◆ **Exercise goal**:
An exact copy of all records is expected, minus the images.

◆ **Collected data entries**:

----

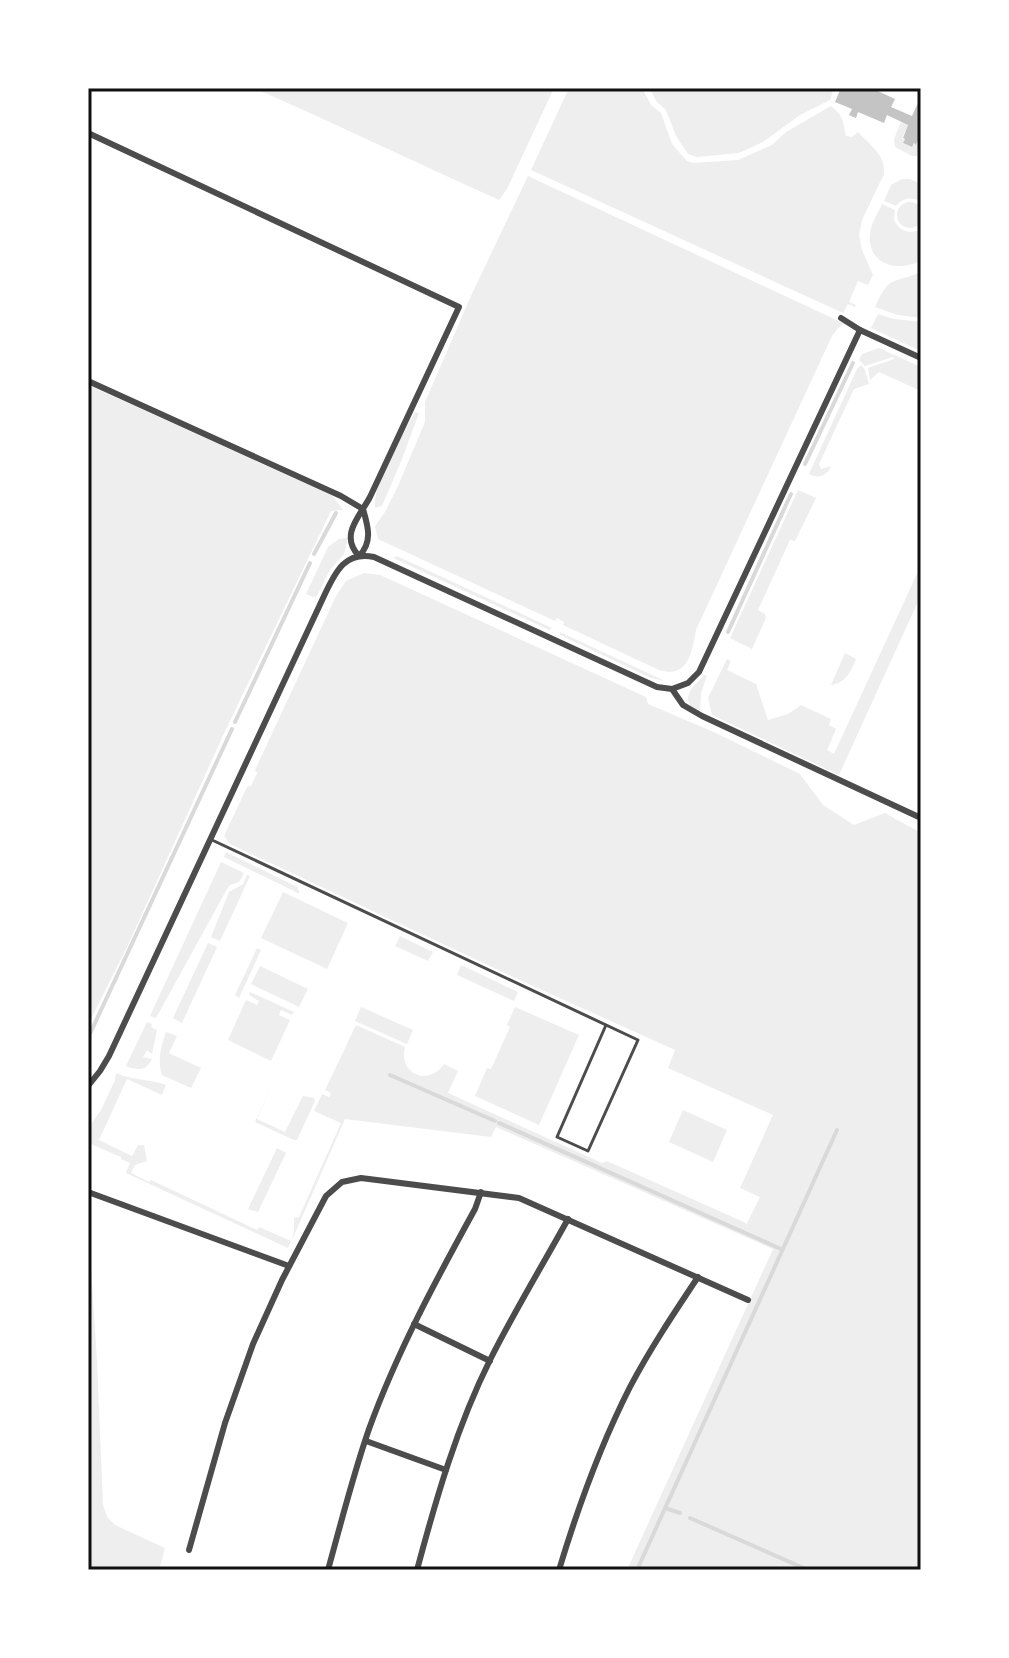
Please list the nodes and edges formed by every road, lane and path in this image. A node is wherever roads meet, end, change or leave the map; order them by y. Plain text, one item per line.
1 (88, 133) edge
2 (841, 318) dead end
3 (860, 330) junction
4 (921, 358) edge
5 (88, 381) edge
6 (363, 509) junction
7 (359, 556) junction
8 (672, 689) junction
9 (921, 818) edge
10 (210, 840) junction
11 (606, 1025) junction
12 (88, 1086) edge
13 (88, 1192) edge
14 (481, 1192) junction
15 (568, 1219) junction
16 (289, 1266) junction
17 (698, 1277) junction
18 (748, 1300) dead end
19 (414, 1324) junction
20 (490, 1361) junction
21 (366, 1441) junction
22 (446, 1470) junction
23 (189, 1550) dead end
24 (328, 1570) edge
25 (417, 1570) edge
26 (559, 1570) edge

1 - 6 street
2 - 3 street
3 - 4 street
3 - 8 street
5 - 6 street
6 - 7 street
6 - 7 street
7 - 8 street
7 - 10 street
8 - 9 street
10 - 11 lane
10 - 12 street
11 - 11 lane
13 - 16 street
14 - 15 street
14 - 16 street
14 - 19 street
15 - 17 street
15 - 20 street
16 - 23 street
17 - 18 street
17 - 26 street
19 - 20 street
19 - 21 street
20 - 22 street
21 - 22 street
21 - 24 street
22 - 25 street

----

◆ **Task solution**:
Please list the nodes and edges formed by every road, lane and path in this image. A node is wherever roads meet, end, change or leave the map; order them by y. Plain text, one item per line.
1 (88, 133) edge
2 (841, 318) dead end
3 (860, 330) junction
4 (921, 358) edge
5 (88, 381) edge
6 (363, 509) junction
7 (359, 556) junction
8 (672, 689) junction
9 (921, 818) edge
10 (210, 840) junction
11 (606, 1025) junction
12 (88, 1086) edge
13 (88, 1192) edge
14 (481, 1192) junction
15 (568, 1219) junction
16 (289, 1266) junction
17 (698, 1277) junction
18 (748, 1300) dead end
19 (414, 1324) junction
20 (490, 1361) junction
21 (366, 1441) junction
22 (446, 1470) junction
23 (189, 1550) dead end
24 (328, 1570) edge
25 (417, 1570) edge
26 (559, 1570) edge

1 - 6 street
2 - 3 street
3 - 4 street
3 - 8 street
5 - 6 street
6 - 7 street
6 - 7 street
7 - 8 street
7 - 10 street
8 - 9 street
10 - 11 lane
10 - 12 street
11 - 11 lane
13 - 16 street
14 - 15 street
14 - 16 street
14 - 19 street
15 - 17 street
15 - 20 street
16 - 23 street
17 - 18 street
17 - 26 street
19 - 20 street
19 - 21 street
20 - 22 street
21 - 22 street
21 - 24 street
22 - 25 street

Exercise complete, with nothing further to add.